(Data records)
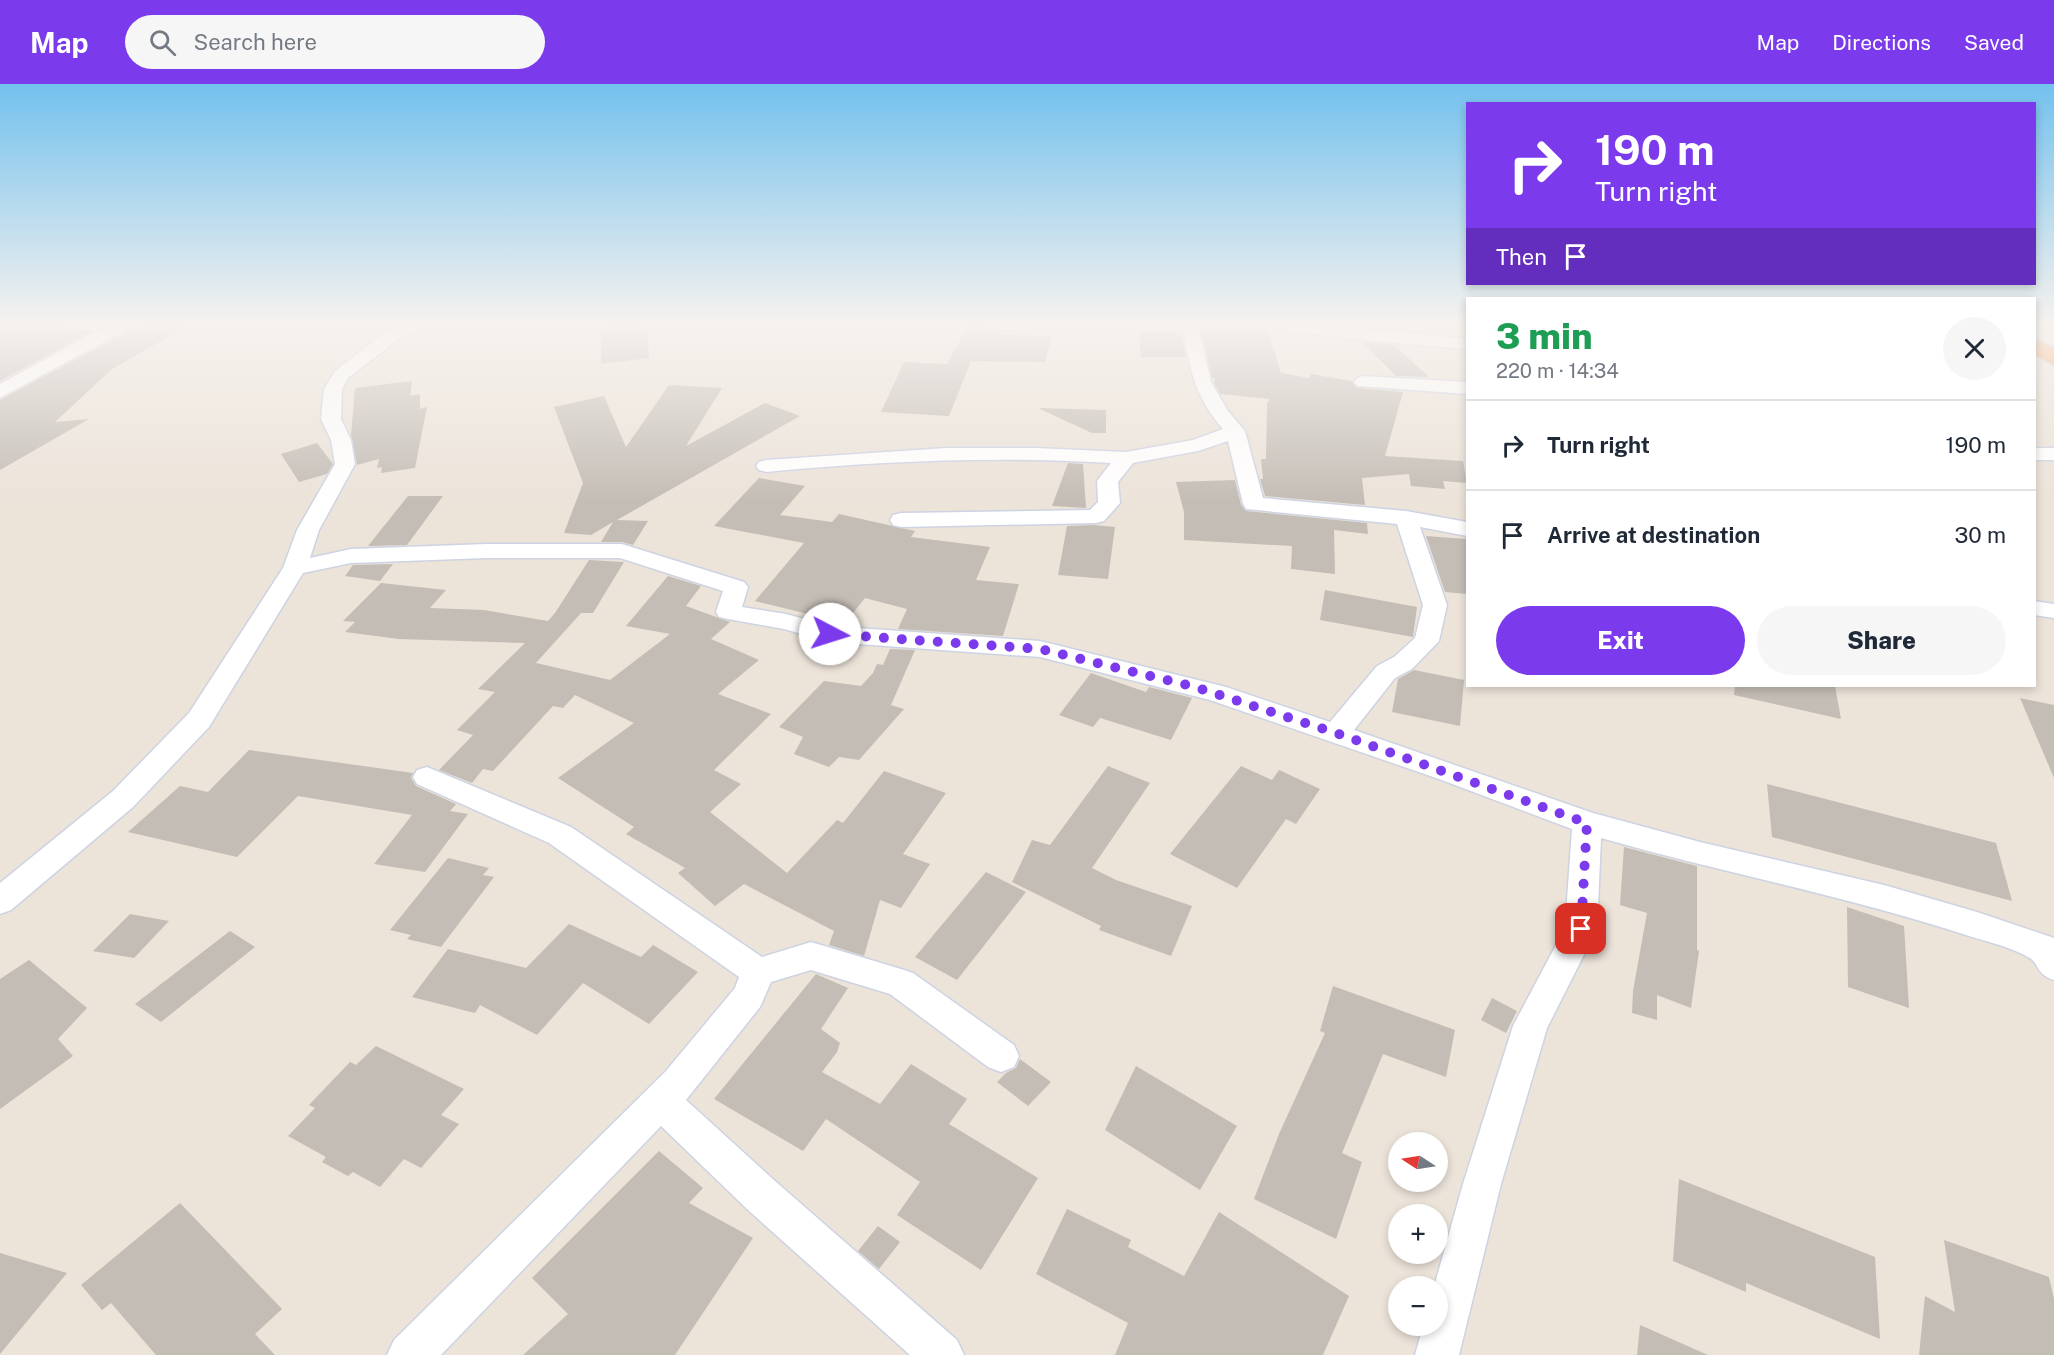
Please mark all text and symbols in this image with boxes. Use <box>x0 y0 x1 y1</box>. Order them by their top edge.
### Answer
search box <box>125 15 545 69</box>
text: Map <box>30 26 89 59</box>
icon: search <box>146 26 179 59</box>
text: Search here <box>194 29 317 55</box>
text: Map <box>1757 30 1799 55</box>
text: Directions <box>1832 30 1931 55</box>
text: Saved <box>1964 30 2024 55</box>
text: 190 m <box>1595 125 1715 174</box>
icon: right <box>1496 126 1574 204</box>
text: Turn right <box>1595 175 1718 207</box>
icon: arrive <box>1559 240 1592 273</box>
text: Then <box>1496 244 1547 270</box>
text: 3 min <box>1496 315 1593 357</box>
button: close <box>1943 317 2006 380</box>
text: 220 m · 14:34 <box>1496 359 1619 383</box>
icon: right <box>1496 429 1529 462</box>
text: Turn right <box>1547 432 1650 458</box>
text: 190 m <box>1946 432 2006 458</box>
icon: arrive <box>1496 519 1529 552</box>
text: Arrive at destination <box>1547 522 1760 548</box>
text: 30 m <box>1954 522 2006 548</box>
position arrow <box>798 602 862 666</box>
button: Exit <box>1496 606 1745 675</box>
button: Share <box>1757 606 2006 675</box>
pin <box>1555 903 1606 954</box>
icon: arrive <box>1564 912 1597 945</box>
north arrow <box>1388 1132 1448 1192</box>
map controls <box>1388 1132 1448 1336</box>
button: + <box>1388 1204 1448 1264</box>
button: − <box>1388 1276 1448 1336</box>

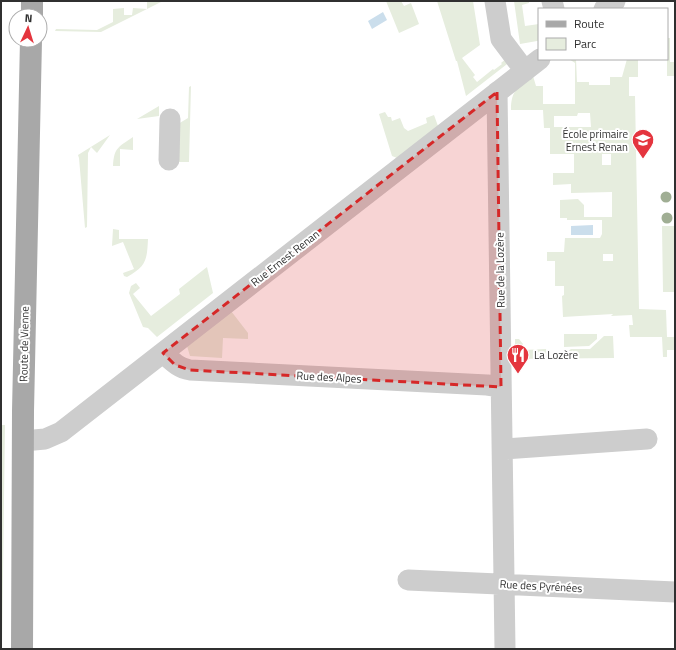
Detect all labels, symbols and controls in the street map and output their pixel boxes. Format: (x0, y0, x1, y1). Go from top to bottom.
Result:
north arrow (8, 8, 48, 48)
legend (538, 8, 668, 60)
text: N (24, 10, 33, 26)
text: Route (574, 14, 604, 33)
text: Parc (574, 34, 596, 53)
place label: École primaire Ernest Renan (563, 126, 628, 155)
school or university icon: École primaire Ernest Renan (630, 127, 656, 160)
street label: Rue Ernest Renan (247, 226, 323, 290)
street label: Rue de la Lozère (491, 232, 509, 308)
street label: Route de Vienne (15, 306, 33, 382)
restaurant icon: La Lozère (505, 342, 531, 375)
place label: La Lozère (534, 347, 578, 363)
street label: Rue des Alpes (296, 367, 362, 387)
street label: Rue des Pyrénées (499, 576, 583, 596)

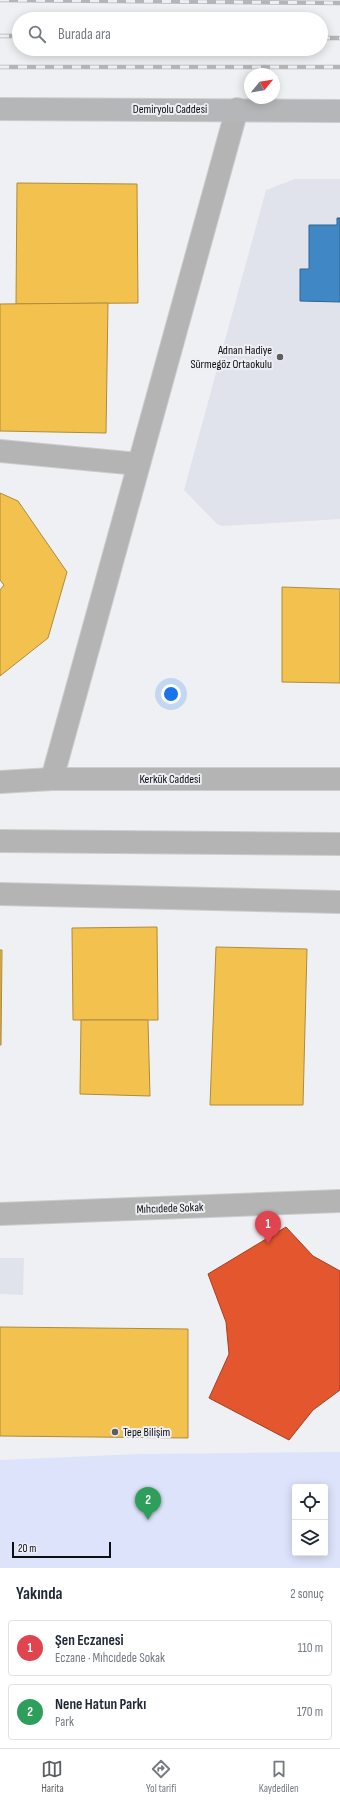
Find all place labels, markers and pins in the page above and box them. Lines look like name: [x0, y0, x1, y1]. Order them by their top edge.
place label: Adnan Hadiye Sürmegöz Ortaokulu: [190, 343, 272, 372]
marker: Adnan Hadiye Sürmegöz Ortaokulu: [275, 352, 285, 362]
pin: 1: [255, 1211, 281, 1244]
place label: Tepe Bilişim: [123, 1425, 170, 1440]
marker: Tepe Bilişim: [110, 1427, 120, 1437]
pin: 2: [135, 1487, 161, 1520]

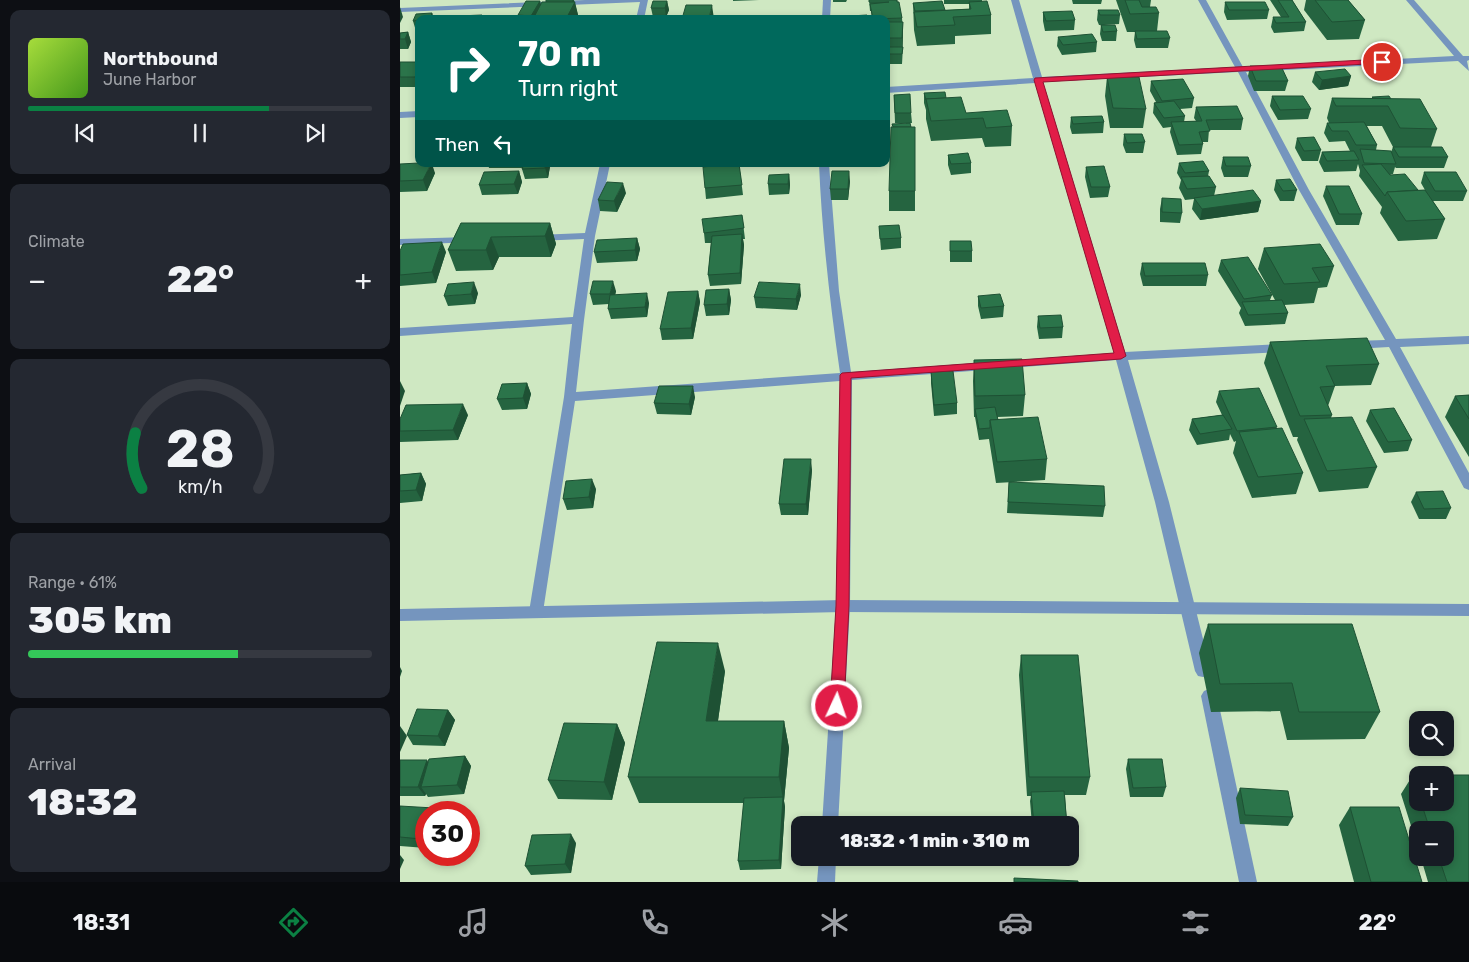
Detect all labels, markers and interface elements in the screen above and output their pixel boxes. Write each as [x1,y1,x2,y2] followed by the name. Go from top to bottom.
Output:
[518,33,601,75] text: 70 m
[435,35,500,100] icon: right
[1361,41,1403,83] pin
[103,47,218,70] text: Northbound
[1368,48,1396,76] icon: arrive
[103,70,196,89] text: June Harbor
[518,75,618,102] text: Turn right
[71,119,99,147] icon: previous
[186,119,214,147] icon: pause
[301,119,329,147] icon: next
[489,130,517,158] icon: left
[435,133,479,156] text: Then
[28,232,85,251] text: Climate
[167,256,234,302] text: 22°
[28,264,46,297] text: −
[355,264,372,297] text: +
[165,418,235,480] text: 28
[178,476,222,497] text: km/h
[28,573,117,592] text: Range · 61%
[28,597,172,643] text: 305 km
[810,679,862,731] position arrow
[1409,711,1454,866] map controls
[1409,711,1454,756] button: search
[28,755,76,774] text: Arrival
[1409,766,1454,811] button: +
[28,779,138,825] text: 18:32
[415,801,480,866] speed limit sign: 30
[1409,821,1454,866] button: −
[840,829,1030,852] text: 18:32 · 1 min · 310 m
[276,905,311,940] icon: directions
[456,905,491,940] icon: music
[637,905,672,940] icon: phone
[817,905,852,940] icon: climate
[998,905,1033,940] icon: car
[1178,905,1213,940] icon: filters
[73,909,130,936] text: 18:31
[1359,909,1396,936] text: 22°

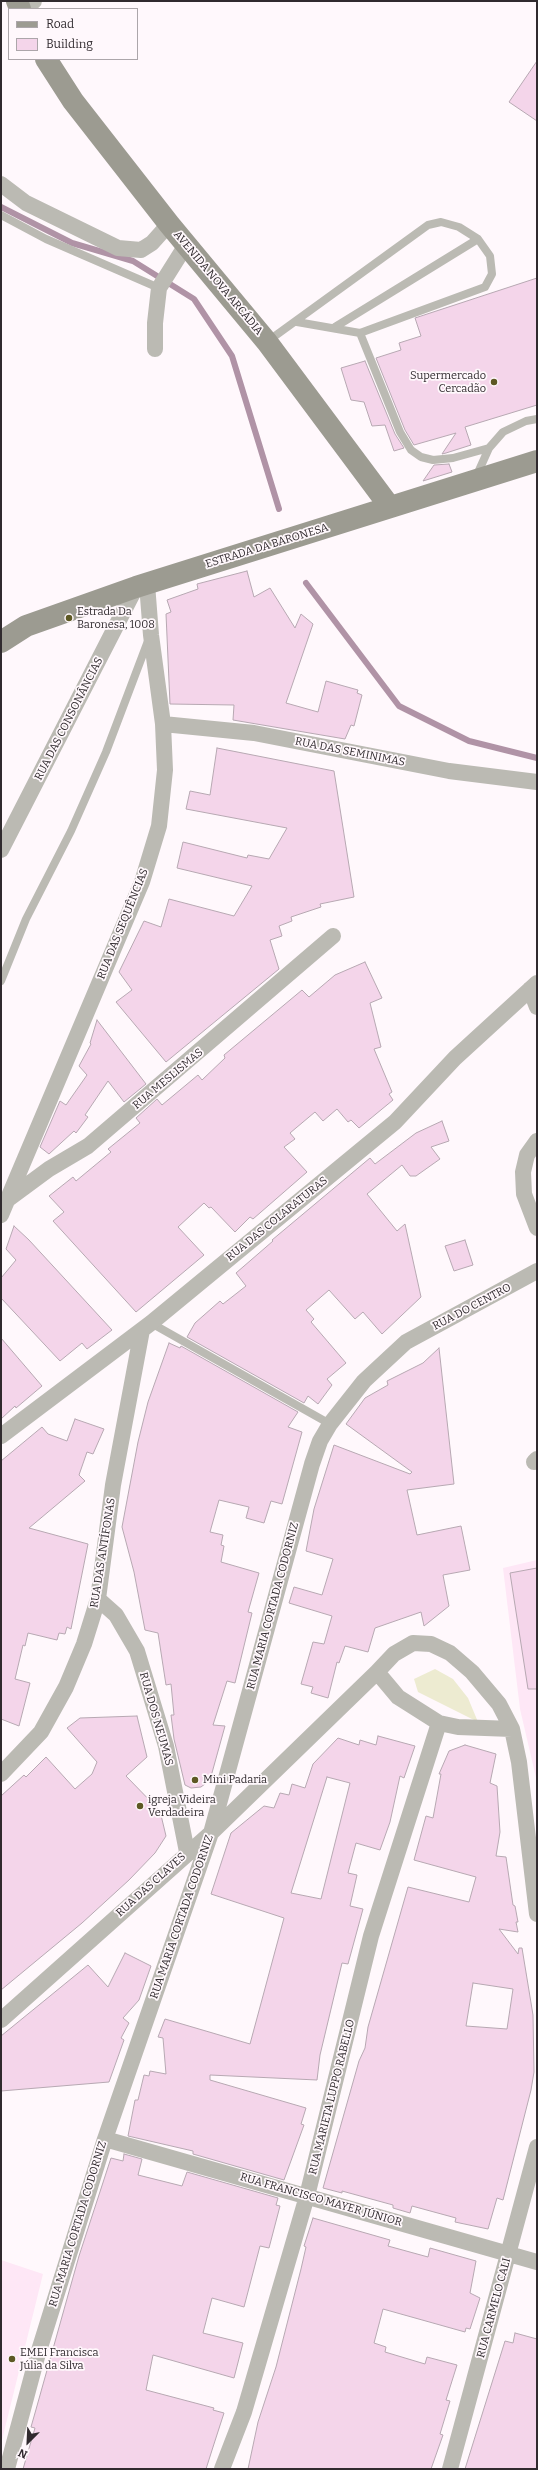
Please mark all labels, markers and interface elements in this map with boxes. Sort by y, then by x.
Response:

● EXERCISE OBJECTIVE:
If a line in the entries contains "interface", copy it.

● EXERCISE SOLUTION:
Detect all labels, markers and interface elements in the screen above and output their pixel boxes. Write each as [x1,y1,x2,y2] followed by the name. Go from top to bottom.
Please mark all labels, markers and interface elements in this map with boxes. Sort by y, then by x.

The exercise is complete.